## Exercise brief:
How many lines of the entries below contain the string "wrist"? State the number alone.

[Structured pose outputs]
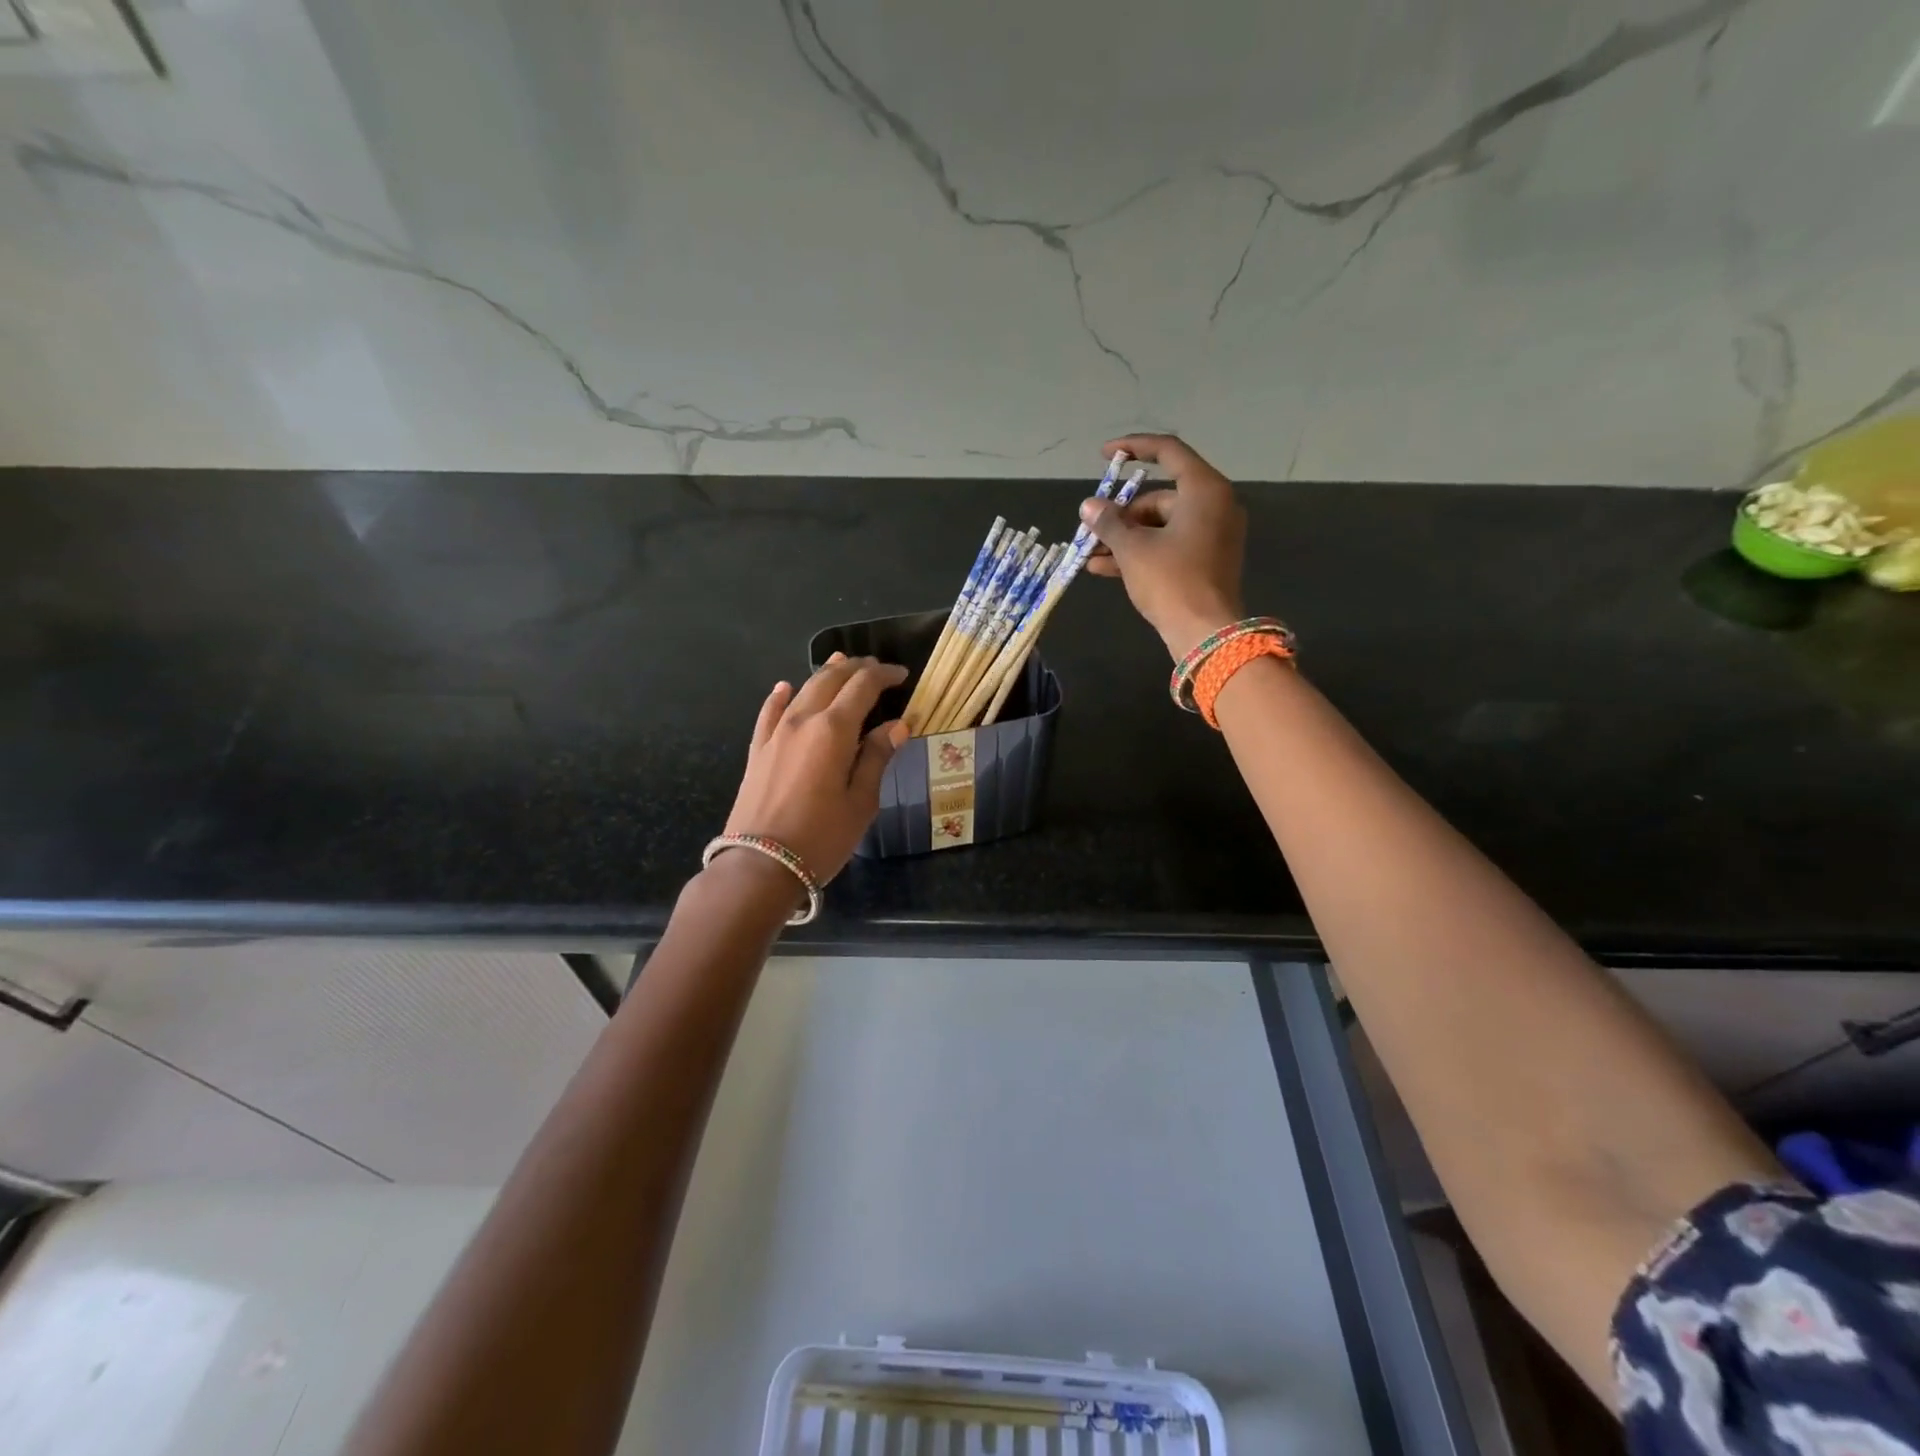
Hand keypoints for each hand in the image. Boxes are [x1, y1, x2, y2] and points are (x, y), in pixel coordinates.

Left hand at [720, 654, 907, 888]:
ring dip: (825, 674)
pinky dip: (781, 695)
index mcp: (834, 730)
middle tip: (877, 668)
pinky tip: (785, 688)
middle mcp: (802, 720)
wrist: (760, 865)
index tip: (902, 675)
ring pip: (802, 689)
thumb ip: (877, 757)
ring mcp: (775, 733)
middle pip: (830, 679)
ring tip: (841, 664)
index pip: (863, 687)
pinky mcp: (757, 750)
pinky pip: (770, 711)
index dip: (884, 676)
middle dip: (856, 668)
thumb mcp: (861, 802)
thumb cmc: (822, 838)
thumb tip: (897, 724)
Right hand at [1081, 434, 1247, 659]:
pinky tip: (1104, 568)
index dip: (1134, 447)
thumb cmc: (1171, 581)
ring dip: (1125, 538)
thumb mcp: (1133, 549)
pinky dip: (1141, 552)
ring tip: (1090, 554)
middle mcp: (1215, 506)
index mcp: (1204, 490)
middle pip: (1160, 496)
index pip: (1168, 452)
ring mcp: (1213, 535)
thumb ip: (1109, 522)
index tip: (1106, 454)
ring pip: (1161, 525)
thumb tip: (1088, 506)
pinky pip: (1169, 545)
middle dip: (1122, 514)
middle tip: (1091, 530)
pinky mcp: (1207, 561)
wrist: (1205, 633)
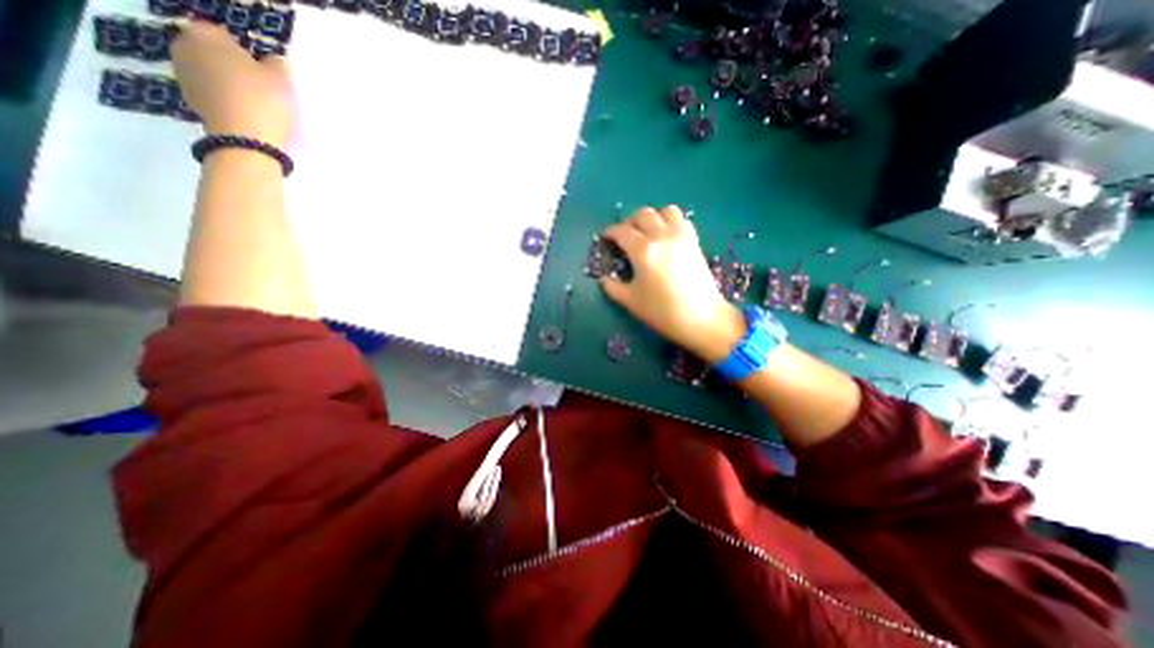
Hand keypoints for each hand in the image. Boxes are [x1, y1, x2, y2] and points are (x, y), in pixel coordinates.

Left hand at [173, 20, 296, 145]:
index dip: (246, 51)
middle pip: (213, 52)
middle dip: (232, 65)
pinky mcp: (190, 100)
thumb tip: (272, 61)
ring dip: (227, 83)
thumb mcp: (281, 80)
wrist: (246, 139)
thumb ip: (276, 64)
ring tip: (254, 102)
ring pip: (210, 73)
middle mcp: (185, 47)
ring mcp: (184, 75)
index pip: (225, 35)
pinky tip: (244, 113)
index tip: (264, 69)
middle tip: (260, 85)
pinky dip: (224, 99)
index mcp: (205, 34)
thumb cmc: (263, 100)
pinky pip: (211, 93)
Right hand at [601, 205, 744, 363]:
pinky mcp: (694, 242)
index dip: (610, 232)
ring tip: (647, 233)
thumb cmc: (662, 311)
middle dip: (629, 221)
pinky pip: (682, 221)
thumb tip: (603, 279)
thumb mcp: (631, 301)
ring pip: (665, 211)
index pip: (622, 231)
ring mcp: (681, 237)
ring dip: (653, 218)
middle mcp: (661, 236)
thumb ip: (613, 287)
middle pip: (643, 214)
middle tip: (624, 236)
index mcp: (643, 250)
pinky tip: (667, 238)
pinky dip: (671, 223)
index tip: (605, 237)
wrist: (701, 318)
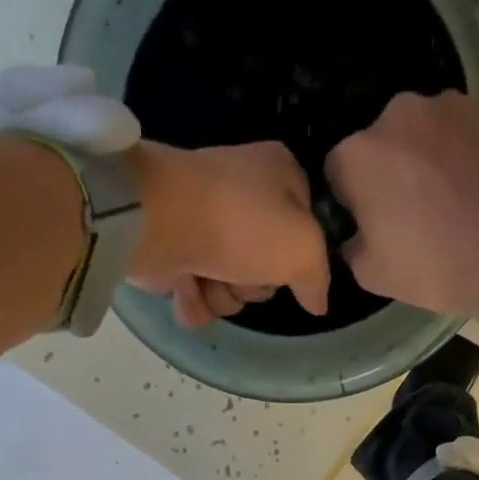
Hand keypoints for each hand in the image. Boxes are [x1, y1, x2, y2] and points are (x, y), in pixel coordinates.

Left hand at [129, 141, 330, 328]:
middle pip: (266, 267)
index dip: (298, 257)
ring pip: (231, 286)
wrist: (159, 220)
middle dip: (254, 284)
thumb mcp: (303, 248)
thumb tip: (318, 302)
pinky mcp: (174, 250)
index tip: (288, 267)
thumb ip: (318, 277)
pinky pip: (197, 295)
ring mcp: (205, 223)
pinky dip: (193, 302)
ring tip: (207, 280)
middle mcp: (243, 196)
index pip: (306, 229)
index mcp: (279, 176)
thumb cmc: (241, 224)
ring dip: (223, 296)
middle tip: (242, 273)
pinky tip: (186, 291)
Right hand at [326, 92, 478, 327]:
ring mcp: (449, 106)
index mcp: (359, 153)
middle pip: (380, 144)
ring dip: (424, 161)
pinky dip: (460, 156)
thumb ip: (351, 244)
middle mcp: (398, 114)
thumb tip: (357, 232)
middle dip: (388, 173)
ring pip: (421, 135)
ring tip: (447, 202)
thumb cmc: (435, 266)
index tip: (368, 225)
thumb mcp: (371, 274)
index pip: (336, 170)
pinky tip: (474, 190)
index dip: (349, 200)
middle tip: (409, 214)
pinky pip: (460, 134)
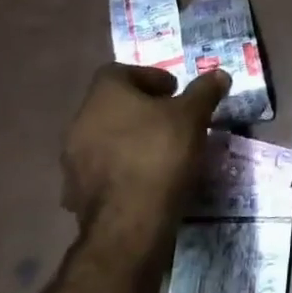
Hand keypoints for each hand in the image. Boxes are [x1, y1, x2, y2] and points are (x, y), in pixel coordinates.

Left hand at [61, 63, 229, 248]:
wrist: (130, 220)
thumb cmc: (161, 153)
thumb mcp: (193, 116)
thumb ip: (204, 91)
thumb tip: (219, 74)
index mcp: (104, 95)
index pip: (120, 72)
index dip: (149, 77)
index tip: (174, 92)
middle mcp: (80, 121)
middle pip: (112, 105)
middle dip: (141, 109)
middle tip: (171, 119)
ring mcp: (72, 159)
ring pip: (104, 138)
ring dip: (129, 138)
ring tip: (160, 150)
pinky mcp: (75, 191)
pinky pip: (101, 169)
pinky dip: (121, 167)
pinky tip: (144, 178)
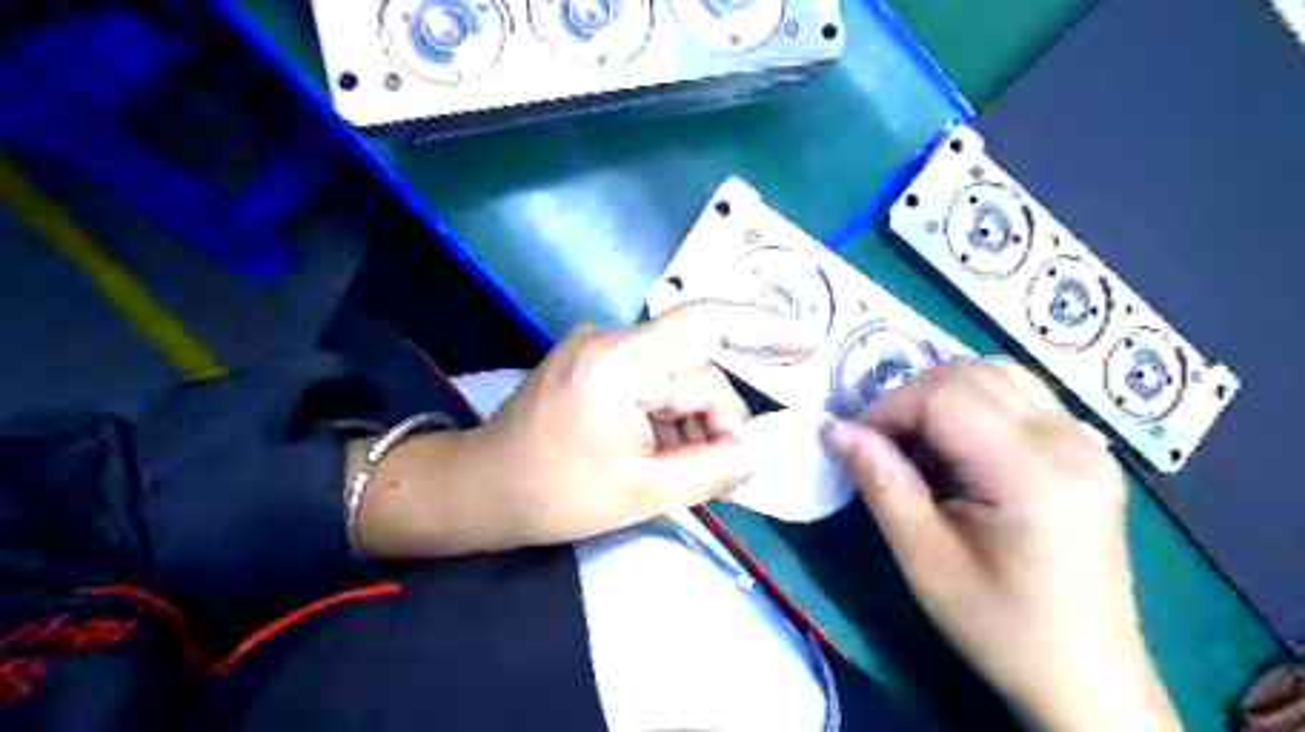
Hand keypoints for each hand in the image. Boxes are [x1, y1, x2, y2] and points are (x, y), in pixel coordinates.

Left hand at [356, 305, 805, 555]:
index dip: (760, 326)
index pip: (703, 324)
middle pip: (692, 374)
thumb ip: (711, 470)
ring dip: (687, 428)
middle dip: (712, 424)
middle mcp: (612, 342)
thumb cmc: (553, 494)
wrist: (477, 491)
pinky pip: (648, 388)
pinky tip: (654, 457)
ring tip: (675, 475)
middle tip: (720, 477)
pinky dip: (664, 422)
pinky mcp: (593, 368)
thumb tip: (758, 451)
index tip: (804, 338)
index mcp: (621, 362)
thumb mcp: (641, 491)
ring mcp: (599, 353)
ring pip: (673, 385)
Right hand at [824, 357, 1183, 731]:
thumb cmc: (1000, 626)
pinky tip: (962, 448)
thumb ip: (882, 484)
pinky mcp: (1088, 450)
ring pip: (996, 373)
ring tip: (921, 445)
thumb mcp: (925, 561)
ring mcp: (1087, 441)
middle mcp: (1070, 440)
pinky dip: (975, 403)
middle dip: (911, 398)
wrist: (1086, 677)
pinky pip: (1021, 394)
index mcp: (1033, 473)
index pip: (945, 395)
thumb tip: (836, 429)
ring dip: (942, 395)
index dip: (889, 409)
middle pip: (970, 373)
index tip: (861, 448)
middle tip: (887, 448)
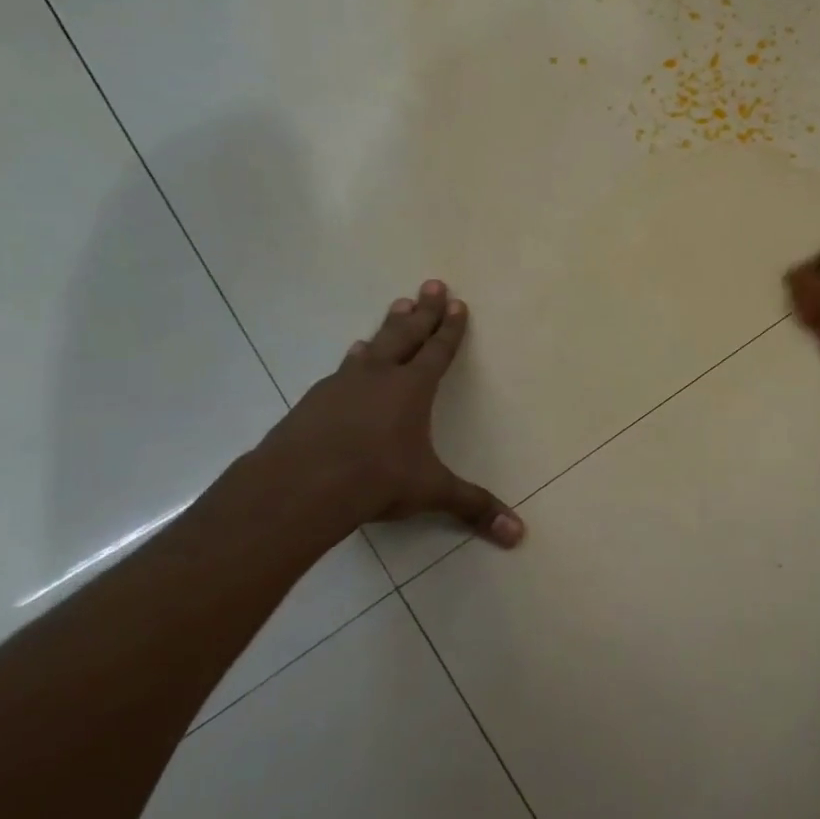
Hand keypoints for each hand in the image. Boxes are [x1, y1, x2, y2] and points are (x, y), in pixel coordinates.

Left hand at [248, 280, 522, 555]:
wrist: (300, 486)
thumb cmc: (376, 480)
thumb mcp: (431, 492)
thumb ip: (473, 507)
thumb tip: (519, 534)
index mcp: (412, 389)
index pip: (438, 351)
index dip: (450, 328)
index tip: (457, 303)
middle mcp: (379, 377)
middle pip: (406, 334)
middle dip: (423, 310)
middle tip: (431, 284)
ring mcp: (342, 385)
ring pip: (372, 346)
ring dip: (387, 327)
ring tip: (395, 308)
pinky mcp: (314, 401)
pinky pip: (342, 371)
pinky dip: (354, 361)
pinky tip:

## Output for this task:
9